In the elastic-plastic stage of the rod deformation, when the value of flexibility is in the range λ 0 ≤λ≤λ pr,(rods of medium flexibility) the calculation is carried out according to empirical formulas, for example, you can use the formula of Yasinsky F.S. The values ​​of the parameters entered into it are determined empirically for each material.

σ to \u003d a-bλ, or F cr= A(a— bλ)

where a and b- constants determined experimentally ().So, for steel3 a=310MPa, b\u003d 1.14 MPa.

With values ​​of rod flexibility 0≤λ≤λ0(rods of low flexibility) no loss of stability is observed.

Thus, the limits of applicability Euler formulas — applied only in the zone of elastic deformations.

Stability condition. Types of problems in the calculation of stability.

Stability condition compressed rod is the inequality:

Here allowable stability stress [σ mouth] is not a constant, as it was under strength conditions, and depending on the following factors:

1) on the length of the rod, on the dimensions and even on the shape of the cross sections,

2) on the method of fixing the ends of the rod,

3) from the material of the rod.

Like any allowed value, [σ mouth] is determined by the ratio of the voltage dangerous for the compressed rod to the safety factor. For a compressed rod, the so-called critical stress σ kr, at which the rod loses the stability of the original form of equilibrium.

So

The value of the safety factor in stability problems is taken slightly larger than the value , that is, if k=1÷2, then kmouth=2÷5.

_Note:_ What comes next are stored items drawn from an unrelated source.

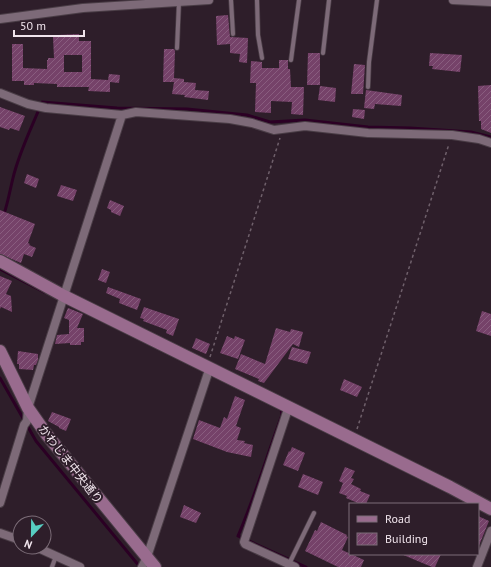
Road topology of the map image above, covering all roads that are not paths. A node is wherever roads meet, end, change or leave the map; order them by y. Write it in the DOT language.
graph roads {
  1 [pos="86,0"];
  2 [pos="209,0"];
  3 [pos="231,0"];
  4 [pos="258,0"];
  5 [pos="299,0"];
  6 [pos="329,0"];
  7 [pos="377,0"];
  8 [pos="453,0"];
  9 [pos="179,2"];
  10 [pos="491,2"];
  11 [pos="83,8"];
  12 [pos="0,19"];
  13 [pos="233,34"];
  14 [pos="178,48"];
  15 [pos="323,53"];
  16 [pos="262,58"];
  17 [pos="291,60"];
  18 [pos="368,87"];
  19 [pos="0,93"];
  20 [pos="122,115"];
  21 [pos="491,143"];
  22 [pos="0,261"];
  23 [pos="64,296"];
  24 [pos="0,351"];
  25 [pos="209,367"];
  26 [pos="289,406"];
  27 [pos="28,408"];
  28 [pos="0,503"];
  29 [pos="491,509"];
  30 [pos="314,513"];
  31 [pos="491,531"];
  32 [pos="0,532"];
  33 [pos="12,537"];
  34 [pos="52,554"];
  35 [pos="56,556"];
  36 [pos="144,564"];
  37 [pos="292,566"];
  38 [pos="52,567"];
  39 [pos="80,567"];
  40 [pos="155,567"];
  41 [pos="477,567"];
  1 -- 11 [label="street"];
  2 -- 9 [label="street"];
  3 -- 13 [label="lane"];
  4 -- 16 [label="lane"];
  5 -- 17 [label="lane"];
  6 -- 15 [label="lane"];
  7 -- 18 [label="lane"];
  8 -- 10 [label="street"];
  9 -- 11 [label="street"];
  9 -- 14 [label="lane"];
  11 -- 12 [label="street"];
  19 -- 20 [label="street"];
  20 -- 21 [label="street"];
  20 -- 23 [label="street"];
  22 -- 23 [label="street"];
  23 -- 25 [label="street"];
  23 -- 27 [label="street"];
  24 -- 27 [label="street, かわじま中央通り"];
  25 -- 26 [label="street"];
  25 -- 36 [label="street"];
  26 -- 29 [label="street"];
  26 -- 37 [label="street"];
  27 -- 28 [label="street"];
  27 -- 36 [label="street, かわじま中央通り"];
  30 -- 37 [label="lane"];
  31 -- 41 [label="street"];
  32 -- 33 [label="street"];
  34 -- 35 [label="street"];
  35 -- 38 [label="lane"];
  35 -- 39 [label="street"];
  36 -- 40 [label="street, かわじま中央通り"];
}
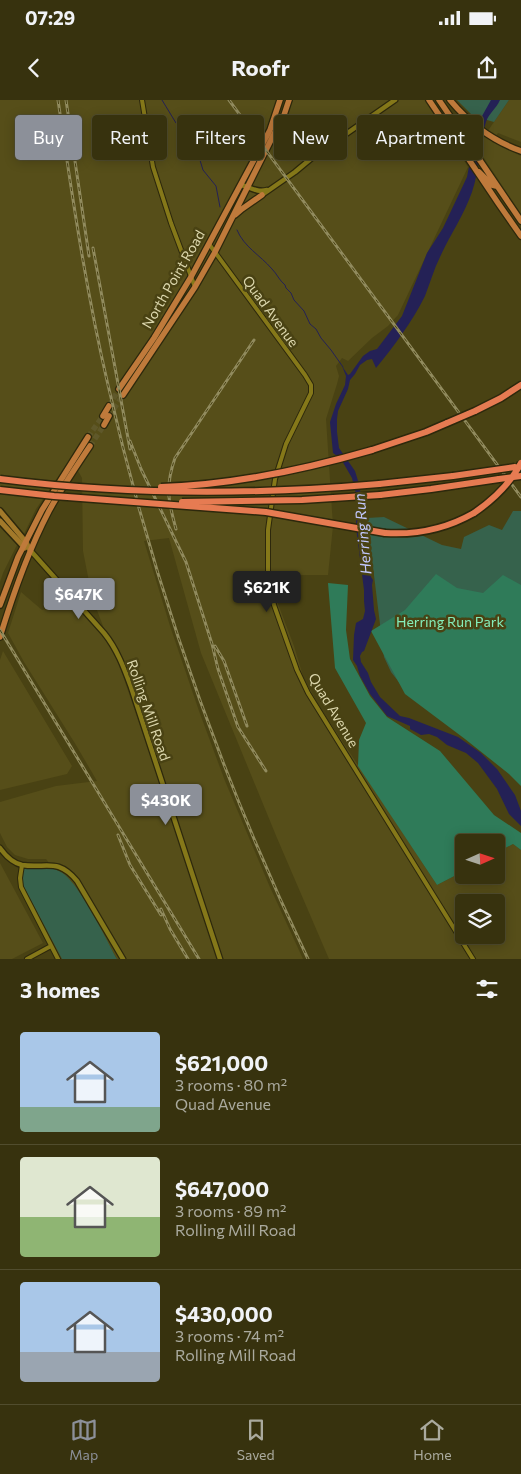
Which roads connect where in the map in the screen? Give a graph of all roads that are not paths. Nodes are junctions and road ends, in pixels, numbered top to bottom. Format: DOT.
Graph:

The allowable stability stress can be related to the allowable strength stress:

In this case ,

where σt- a stress that is dangerous from the point of view of strength (for ductile materials this is the yield strength, and for brittle materials it is the compressive strength σ sun ).

Coefficient φ<1 and that's why it's called reduction factor of the main allowable stress, i.e. [σ] strength, or else

With that said stability condition for a compressed rod takes the form:

The numerical values ​​of the coefficient φ are chosen from tables depending on material and degree of flexibility rod, where:

μ – reduced length factor(depending on how the ends of the rod are fixed), ℓ - geometric length rod,

i – radius of gyration cross section relative to that of the main central axes of the section, around which the rotation of the cross sections will occur after the load reaches a critical value.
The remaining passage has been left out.